(Collected data)
****************
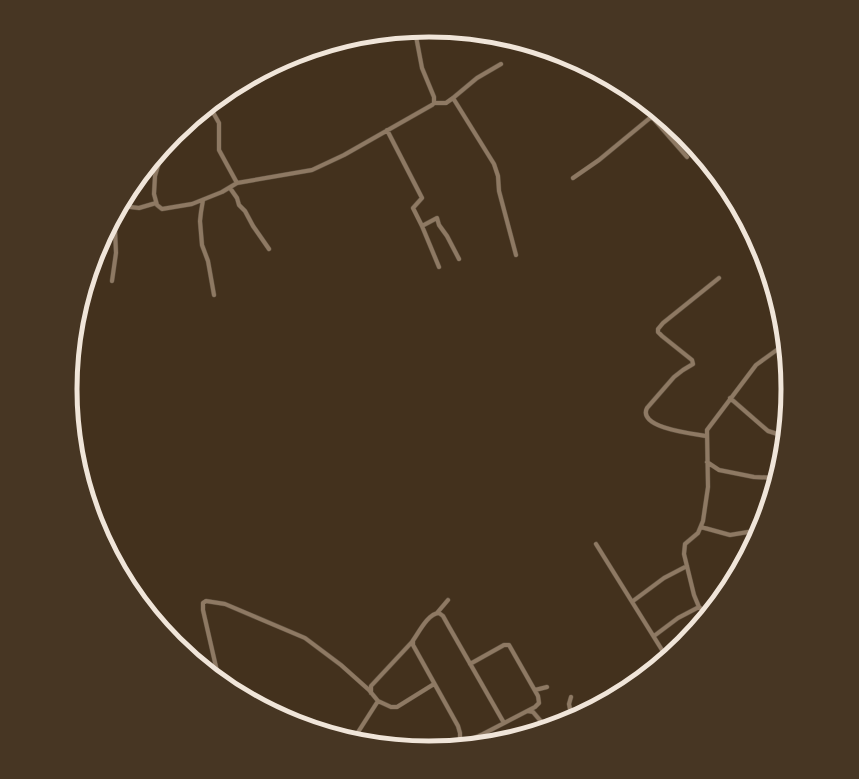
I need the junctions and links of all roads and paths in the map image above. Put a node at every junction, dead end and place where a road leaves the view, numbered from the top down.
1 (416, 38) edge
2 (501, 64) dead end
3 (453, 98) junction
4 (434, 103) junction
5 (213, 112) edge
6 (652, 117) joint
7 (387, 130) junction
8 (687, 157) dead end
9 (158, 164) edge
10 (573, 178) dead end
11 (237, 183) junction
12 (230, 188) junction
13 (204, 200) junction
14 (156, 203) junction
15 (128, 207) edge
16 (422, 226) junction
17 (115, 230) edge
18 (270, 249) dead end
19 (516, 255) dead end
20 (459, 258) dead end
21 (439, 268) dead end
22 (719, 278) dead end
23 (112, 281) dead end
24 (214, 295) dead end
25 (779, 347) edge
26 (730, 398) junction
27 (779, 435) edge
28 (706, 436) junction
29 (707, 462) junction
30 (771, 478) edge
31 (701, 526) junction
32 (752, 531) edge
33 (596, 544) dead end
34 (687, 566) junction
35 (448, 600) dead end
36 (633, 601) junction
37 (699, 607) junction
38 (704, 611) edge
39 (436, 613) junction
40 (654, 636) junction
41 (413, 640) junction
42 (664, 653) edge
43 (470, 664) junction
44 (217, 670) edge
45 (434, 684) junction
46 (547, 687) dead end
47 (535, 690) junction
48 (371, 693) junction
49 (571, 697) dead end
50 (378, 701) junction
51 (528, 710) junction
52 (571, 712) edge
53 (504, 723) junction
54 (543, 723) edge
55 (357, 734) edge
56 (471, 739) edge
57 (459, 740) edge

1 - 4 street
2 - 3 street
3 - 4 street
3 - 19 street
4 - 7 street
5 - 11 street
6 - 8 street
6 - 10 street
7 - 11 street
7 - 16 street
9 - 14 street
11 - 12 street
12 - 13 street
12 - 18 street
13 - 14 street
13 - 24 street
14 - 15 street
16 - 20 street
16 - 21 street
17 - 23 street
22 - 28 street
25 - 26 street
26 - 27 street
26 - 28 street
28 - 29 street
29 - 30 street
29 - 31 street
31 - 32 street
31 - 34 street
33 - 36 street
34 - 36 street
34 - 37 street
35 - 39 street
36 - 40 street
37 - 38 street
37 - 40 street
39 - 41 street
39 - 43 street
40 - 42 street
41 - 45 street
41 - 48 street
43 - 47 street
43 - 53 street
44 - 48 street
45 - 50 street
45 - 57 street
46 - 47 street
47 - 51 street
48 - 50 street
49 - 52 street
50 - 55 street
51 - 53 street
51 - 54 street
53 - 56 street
****************
Repeat the records above exactly, leaving out any pictures they contain.

#### Completed exercise
I need the junctions and links of all roads and paths in the map image above. Put a node at every junction, dead end and place where a road leaves the view, numbered from the top down.
1 (416, 38) edge
2 (501, 64) dead end
3 (453, 98) junction
4 (434, 103) junction
5 (213, 112) edge
6 (652, 117) joint
7 (387, 130) junction
8 (687, 157) dead end
9 (158, 164) edge
10 (573, 178) dead end
11 (237, 183) junction
12 (230, 188) junction
13 (204, 200) junction
14 (156, 203) junction
15 (128, 207) edge
16 (422, 226) junction
17 (115, 230) edge
18 (270, 249) dead end
19 (516, 255) dead end
20 (459, 258) dead end
21 (439, 268) dead end
22 (719, 278) dead end
23 (112, 281) dead end
24 (214, 295) dead end
25 (779, 347) edge
26 (730, 398) junction
27 (779, 435) edge
28 (706, 436) junction
29 (707, 462) junction
30 (771, 478) edge
31 (701, 526) junction
32 (752, 531) edge
33 (596, 544) dead end
34 (687, 566) junction
35 (448, 600) dead end
36 (633, 601) junction
37 (699, 607) junction
38 (704, 611) edge
39 (436, 613) junction
40 (654, 636) junction
41 (413, 640) junction
42 (664, 653) edge
43 (470, 664) junction
44 (217, 670) edge
45 (434, 684) junction
46 (547, 687) dead end
47 (535, 690) junction
48 (371, 693) junction
49 (571, 697) dead end
50 (378, 701) junction
51 (528, 710) junction
52 (571, 712) edge
53 (504, 723) junction
54 (543, 723) edge
55 (357, 734) edge
56 (471, 739) edge
57 (459, 740) edge

1 - 4 street
2 - 3 street
3 - 4 street
3 - 19 street
4 - 7 street
5 - 11 street
6 - 8 street
6 - 10 street
7 - 11 street
7 - 16 street
9 - 14 street
11 - 12 street
12 - 13 street
12 - 18 street
13 - 14 street
13 - 24 street
14 - 15 street
16 - 20 street
16 - 21 street
17 - 23 street
22 - 28 street
25 - 26 street
26 - 27 street
26 - 28 street
28 - 29 street
29 - 30 street
29 - 31 street
31 - 32 street
31 - 34 street
33 - 36 street
34 - 36 street
34 - 37 street
35 - 39 street
36 - 40 street
37 - 38 street
37 - 40 street
39 - 41 street
39 - 43 street
40 - 42 street
41 - 45 street
41 - 48 street
43 - 47 street
43 - 53 street
44 - 48 street
45 - 50 street
45 - 57 street
46 - 47 street
47 - 51 street
48 - 50 street
49 - 52 street
50 - 55 street
51 - 53 street
51 - 54 street
53 - 56 street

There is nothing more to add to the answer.